Apple, Verizon, AT&T Stocks Down Following Verizon iPhone

Shares in Verizon, AT&T, and Apple all traded lower in the wake the announcement that Verizon will be carrying the iPhone 4. Sprint and T-Mobile parent Deutsche Telekom also took losses, as the markets adjusted for expectations met and fears realized.

AAPL and VZ had both experienced a run-up leading up to Tuesday’s announcement, meaning that today’s news that Verizon would sell a CMDA iPhone was baked into the price. For instance, Apple’s stock rose from a closing price of $331.29 per share on Wednesday January 5th to a new closing high of $342.46 on Friday (Monday’s trading dropped the price to $340.22), a rise of 3.4% after the Verizon media event was announced.

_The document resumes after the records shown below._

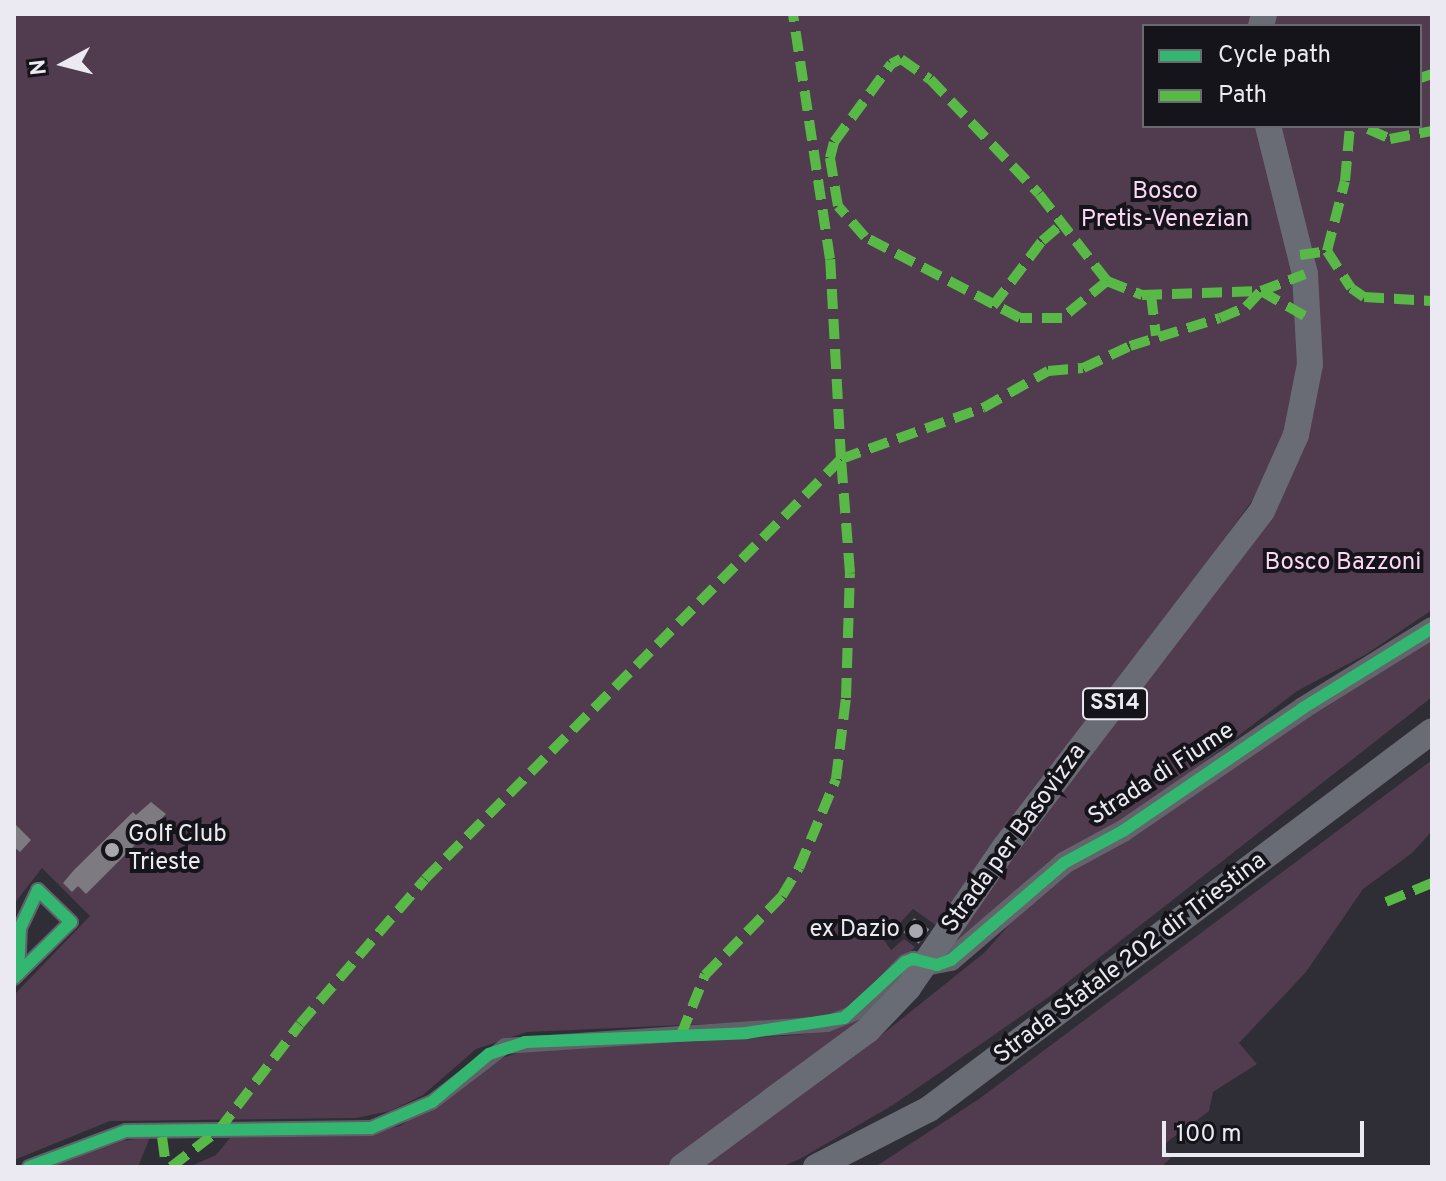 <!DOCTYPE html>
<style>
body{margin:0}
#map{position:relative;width:1446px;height:1181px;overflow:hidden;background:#2f2e36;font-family:Overpass,sans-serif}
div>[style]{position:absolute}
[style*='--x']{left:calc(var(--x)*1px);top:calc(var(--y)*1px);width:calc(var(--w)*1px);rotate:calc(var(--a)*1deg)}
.green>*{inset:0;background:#513b4e}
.building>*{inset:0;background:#7d7a81;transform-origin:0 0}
.street>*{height:16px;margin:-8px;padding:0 8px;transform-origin:8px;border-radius:8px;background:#606269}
.secondary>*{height:22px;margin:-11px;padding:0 11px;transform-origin:11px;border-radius:11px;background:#63646c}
.primary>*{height:26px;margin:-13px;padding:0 13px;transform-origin:13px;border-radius:13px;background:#6a6c75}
.quiet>*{height:10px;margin-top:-5px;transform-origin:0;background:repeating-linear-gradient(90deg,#58b947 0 20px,transparent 0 30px)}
.cycleway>*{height:12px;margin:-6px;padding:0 6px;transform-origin:6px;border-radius:6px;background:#33b770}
.dots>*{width:22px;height:22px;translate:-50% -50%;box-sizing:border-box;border:4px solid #15141a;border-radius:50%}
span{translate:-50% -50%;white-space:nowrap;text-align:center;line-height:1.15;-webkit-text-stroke:8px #15141a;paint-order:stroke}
.shield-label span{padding:2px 6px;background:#15141a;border:2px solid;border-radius:6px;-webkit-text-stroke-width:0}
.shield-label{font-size:22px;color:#ebeaf3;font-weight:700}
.park-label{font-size:24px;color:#fbd7f5}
.street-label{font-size:24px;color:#ebeaf3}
.poi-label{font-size:24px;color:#ebeaf3}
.left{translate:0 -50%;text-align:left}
.right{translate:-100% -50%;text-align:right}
.frame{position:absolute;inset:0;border:16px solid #ebeaf3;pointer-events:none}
.legend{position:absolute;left:1142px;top:24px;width:280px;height:104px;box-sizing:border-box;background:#15141a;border:2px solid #6b6a71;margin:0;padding:10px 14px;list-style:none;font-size:24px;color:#ebeaf3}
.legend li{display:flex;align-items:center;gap:16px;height:40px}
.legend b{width:40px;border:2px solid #6b6a71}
.north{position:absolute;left:24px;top:24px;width:80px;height:80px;-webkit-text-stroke:6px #15141a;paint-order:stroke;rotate:263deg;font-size:22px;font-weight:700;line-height:32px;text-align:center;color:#ebeaf3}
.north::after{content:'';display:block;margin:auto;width:28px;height:36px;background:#ebeaf3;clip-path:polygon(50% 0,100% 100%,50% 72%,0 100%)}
.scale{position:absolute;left:1162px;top:1121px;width:202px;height:36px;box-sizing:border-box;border:4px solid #ebeaf3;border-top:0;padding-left:10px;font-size:24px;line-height:28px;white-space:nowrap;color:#ebeaf3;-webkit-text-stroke:6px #15141a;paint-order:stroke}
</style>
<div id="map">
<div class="green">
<i style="clip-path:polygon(14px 14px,1257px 14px,1254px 26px,1144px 26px,1144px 126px,1261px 126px,1293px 264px,1303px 357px,1292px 417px,1265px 483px,940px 928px,913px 909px,884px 940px,891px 950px,904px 939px,915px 947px,853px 1007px,821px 1019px,527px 1032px,476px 1049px,423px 1095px,390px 1111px,356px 1118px,110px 1121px,14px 1160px,14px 995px,90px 916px,42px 868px,14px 904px)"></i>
<i style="clip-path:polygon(1274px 14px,1432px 14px,1432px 610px,1365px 655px,1297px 691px,1140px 811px,1049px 861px,958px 945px,952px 940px,1310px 423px,1279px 126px,1420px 126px,1420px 26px,1271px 26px)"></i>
<i style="clip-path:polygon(1432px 637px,1432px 697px,1050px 996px,893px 1105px,800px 1159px,781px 1167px,703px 1167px,864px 1049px,984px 953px,1045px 885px)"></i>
<i style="clip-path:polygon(1432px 760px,1432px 831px,1412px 853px,1363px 889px,1306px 972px,1239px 1043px,1257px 1064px,1213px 1092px,1209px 1111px,1163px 1145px,1171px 1158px,1161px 1167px,875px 1167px,979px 1099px)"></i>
<i style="clip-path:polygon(881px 1007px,672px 1167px,189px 1167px,216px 1155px,230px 1138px,352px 1136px,400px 1126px,495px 1060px,521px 1052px,796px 1035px,828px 1031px)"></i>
<i style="clip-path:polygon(150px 1137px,138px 1167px,51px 1167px,122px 1141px)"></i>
</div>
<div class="building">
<i style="clip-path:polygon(151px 802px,166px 814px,86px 894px,78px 886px,72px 892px,63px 883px,74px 870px,133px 812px,136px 815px)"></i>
<i style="clip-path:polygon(14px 823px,31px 840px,20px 852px,14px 847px)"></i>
<i style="left:914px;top:918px;width:19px;height:18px;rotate:36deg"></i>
</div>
<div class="street">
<i style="--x:14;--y:978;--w:6;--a:-45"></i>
<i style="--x:18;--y:974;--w:74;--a:-44.5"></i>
<i style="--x:71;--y:922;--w:46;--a:-135.9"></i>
<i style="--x:38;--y:890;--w:42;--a:115.3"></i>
<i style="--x:20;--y:928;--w:46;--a:92.5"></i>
<i style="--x:29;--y:1167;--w:103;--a:-20.4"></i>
<i style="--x:126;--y:1131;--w:245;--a:-0.7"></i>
<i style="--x:371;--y:1128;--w:66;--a:-23.1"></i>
<i style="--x:432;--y:1102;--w:92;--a:-37.5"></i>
<i style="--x:505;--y:1046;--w:323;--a:-3.9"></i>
<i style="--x:827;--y:1024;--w:32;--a:-22"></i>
<i style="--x:857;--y:1012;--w:69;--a:-46.2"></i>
<i style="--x:905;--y:962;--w:9;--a:-21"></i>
<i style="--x:913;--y:959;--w:13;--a:27"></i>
</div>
<div class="secondary">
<i style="--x:925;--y:965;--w:26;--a:-11"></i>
<i style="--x:951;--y:960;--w:149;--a:-40.6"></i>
<i style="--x:1064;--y:863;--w:67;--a:-28.5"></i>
<i style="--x:1123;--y:831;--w:218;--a:-34.3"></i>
<i style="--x:1303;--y:708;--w:152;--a:-31.8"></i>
</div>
<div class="primary">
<i style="--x:1261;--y:26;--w:12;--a:-76"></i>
<i style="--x:682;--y:1167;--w:231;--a:-36.4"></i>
<i style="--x:868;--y:1030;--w:58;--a:-46.4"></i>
<i style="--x:908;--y:988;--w:171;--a:-55.5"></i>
<i style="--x:1005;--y:847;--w:423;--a:-52.6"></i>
<i style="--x:1262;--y:511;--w:83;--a:-65.9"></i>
<i style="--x:1296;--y:435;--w:72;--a:-78.8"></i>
<i style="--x:1310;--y:364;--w:90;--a:-93.2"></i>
<i style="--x:1305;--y:274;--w:153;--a:-104"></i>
<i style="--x:816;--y:1167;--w:127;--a:-27.2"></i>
<i style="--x:929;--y:1109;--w:629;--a:-36.92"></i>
</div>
<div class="quiet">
<i style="--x:1420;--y:78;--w:13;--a:-18"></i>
<i style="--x:1368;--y:129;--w:24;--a:24"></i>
<i style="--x:1390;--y:139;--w:43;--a:-10.8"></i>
<i style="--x:1327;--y:251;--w:44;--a:57"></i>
<i style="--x:1351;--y:288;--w:16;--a:35"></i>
<i style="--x:1364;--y:297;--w:68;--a:3.4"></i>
<i style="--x:1300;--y:255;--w:27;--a:-8"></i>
<i style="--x:1327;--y:251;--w:72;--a:-75.6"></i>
<i style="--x:1345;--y:181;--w:55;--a:-84.8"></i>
<i style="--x:1107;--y:281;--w:58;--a:140.6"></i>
<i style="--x:1062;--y:318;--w:42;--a:180"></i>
<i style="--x:1020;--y:318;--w:175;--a:-152.4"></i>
<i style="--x:865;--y:237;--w:41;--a:-131.1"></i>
<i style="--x:838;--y:206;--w:49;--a:-99.5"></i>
<i style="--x:830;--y:158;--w:16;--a:-76"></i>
<i style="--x:834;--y:142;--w:97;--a:-53.8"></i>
<i style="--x:891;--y:64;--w:11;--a:-27"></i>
<i style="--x:901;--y:59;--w:35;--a:35"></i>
<i style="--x:930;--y:79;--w:158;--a:46.5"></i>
<i style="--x:1039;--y:194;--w:110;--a:52"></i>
<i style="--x:1107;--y:281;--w:38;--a:22"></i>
<i style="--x:1142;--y:295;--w:119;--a:-1.9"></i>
<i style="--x:1261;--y:291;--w:56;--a:29.7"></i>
<i style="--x:1151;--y:295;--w:41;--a:83"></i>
<i style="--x:993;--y:306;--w:81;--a:-53"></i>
<i style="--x:1042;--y:241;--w:23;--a:-41"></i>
<i style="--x:1386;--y:902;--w:50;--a:-22.4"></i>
<i style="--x:681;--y:1035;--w:65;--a:-68.2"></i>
<i style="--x:705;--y:975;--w:110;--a:-45.7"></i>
<i style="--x:782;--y:896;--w:33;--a:-59"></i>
<i style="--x:799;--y:868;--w:96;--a:-67.4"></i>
<i style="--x:836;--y:779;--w:82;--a:-83"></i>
<i style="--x:846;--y:698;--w:125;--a:-88.2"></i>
<i style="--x:850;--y:573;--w:114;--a:-94.5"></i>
<i style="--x:841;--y:459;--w:151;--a:-19.8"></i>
<i style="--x:983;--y:408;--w:75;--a:-29.6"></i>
<i style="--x:1048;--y:371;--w:35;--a:-5"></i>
<i style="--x:1083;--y:368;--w:52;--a:-25.1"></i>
<i style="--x:1130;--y:346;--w:94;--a:-17.3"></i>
<i style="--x:1220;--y:318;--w:28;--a:-23"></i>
<i style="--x:1246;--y:307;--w:22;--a:-47"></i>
<i style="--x:1261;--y:291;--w:47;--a:-21.1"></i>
<i style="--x:162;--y:1137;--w:30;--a:82"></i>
<i style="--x:171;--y:1167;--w:61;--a:-37.6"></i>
<i style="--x:219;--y:1130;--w:133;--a:-52.6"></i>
<i style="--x:300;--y:1024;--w:191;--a:-49.2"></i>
<i style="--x:425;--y:879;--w:591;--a:-45.27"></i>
<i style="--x:841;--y:459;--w:200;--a:-93.1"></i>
<i style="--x:830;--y:259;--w:248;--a:-98.6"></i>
</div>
<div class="cycleway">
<i style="--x:14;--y:978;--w:6;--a:-45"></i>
<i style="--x:18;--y:974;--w:74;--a:-44.5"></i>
<i style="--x:71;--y:922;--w:46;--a:-135.9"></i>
<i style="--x:38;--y:890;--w:42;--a:115.3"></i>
<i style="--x:20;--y:928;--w:46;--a:92.5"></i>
<i style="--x:29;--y:1167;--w:103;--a:-20.4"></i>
<i style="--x:126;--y:1131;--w:245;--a:-0.7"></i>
<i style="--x:371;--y:1128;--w:66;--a:-23.1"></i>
<i style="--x:432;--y:1102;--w:75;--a:-40.1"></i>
<i style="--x:489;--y:1054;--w:38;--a:-18"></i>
<i style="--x:525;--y:1042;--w:221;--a:-2.3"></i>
<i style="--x:746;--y:1033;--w:99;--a:-8.7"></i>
<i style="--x:844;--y:1018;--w:83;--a:-42.6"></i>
<i style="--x:905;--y:962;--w:9;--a:-21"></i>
<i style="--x:913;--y:959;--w:25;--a:14"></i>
<i style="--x:937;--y:965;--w:15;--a:-20"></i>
<i style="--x:951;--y:960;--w:149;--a:-40.6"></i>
<i style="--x:1064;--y:863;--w:67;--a:-28.5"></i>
<i style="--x:1123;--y:831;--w:218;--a:-34.3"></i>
<i style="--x:1303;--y:708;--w:152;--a:-31.8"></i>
</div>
<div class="dots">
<i style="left:112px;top:850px;background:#a9a8b1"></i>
<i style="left:916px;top:931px;background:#a9a8b1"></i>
</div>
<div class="shield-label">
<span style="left:1115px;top:704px">SS14</span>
</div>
<div class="park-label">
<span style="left:1165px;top:207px">Bosco<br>Pretis-Venezian</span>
<span style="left:1343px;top:564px">Bosco Bazzoni</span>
</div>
<div class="street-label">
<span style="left:1162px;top:775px;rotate:-33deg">Strada di Fiume</span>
<span style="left:1015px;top:839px;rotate:-54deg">Strada per Basovizza</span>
<span style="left:1131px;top:959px;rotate:-37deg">Strada Statale 202 dir Triestina</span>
</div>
<div class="poi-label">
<span class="left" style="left:128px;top:850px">Golf Club<br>Trieste</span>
<span class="right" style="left:900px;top:931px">ex Dazio</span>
</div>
<div class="frame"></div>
<ul class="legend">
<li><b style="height:10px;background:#33b770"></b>Cycle path</li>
<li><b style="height:10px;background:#58b947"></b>Path</li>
</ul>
<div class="north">N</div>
<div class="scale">100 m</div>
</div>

As more general rumors and leaks pointed to a Verizon iPhone starting in the Fall of 2010, Big Red’s stock took a steady uptick, as well. From November 29th to January 5th, VZ rose from $31.90 to $37.67, a significant gain of 18.1%. Once the company actually announced its media event, profit taking kicked in, but even Monday’s close of $35.92 represented a 12.6% increase from the end of November.

Accordingly, it’s no surprise that once today’s news was finally realized, more investors took profits, sending the stocks lower. Apple ended the day at $341.64, down $0.815 (-0.24%), on strong volume of 15.6 million shares trading hands. VZ ended the day at $35.36, down $0.56 (-1.56%), on heavy volume.

AAPL Chart

Source: Yahoo! Finance

At the same time, AT&T’s stock had climbed from $27.70 on November 29th to a high of $29.98 on January 5th, a gain of 8.2%. Once Verizon announced its media event, the stock headed South, ending Tuesday’s trading at $27.91, down 0.430 (-1.52%), on heavy volume of more than twice the average, almost erasing two months worth of gains.

German giant Deutsche Telekom, the owner of T-Mobile in the U.S. has been steadily losing value since the beginning of November, and today’s news did little to delight investors. DT ended the day at $12.46, down $0.11 (-0.88%). Shares in Sprint dropped sharply, ending the day at $4.40 per share, down $0.18 (-3.93%).

The long and the short of it is that the near-term upside for Apple and AT&T were already baked into the price, and there were no surprise aspects of what the two companies have so far announced about their deal. At the same time, AT&T losing its exclusive contract with Apple was exactly what investors feared would happen, and confirmation of that fear sent the stock a little lower.

Investors similarly punished T-Mobile parent and Sprint, as it would appear that the Verizon deal means the iPhone will not being appearing at either carrier any time soon.

*In the interest of full disclosure, the author holds a small share in AAPL stock that was not an influence in the creation of this article.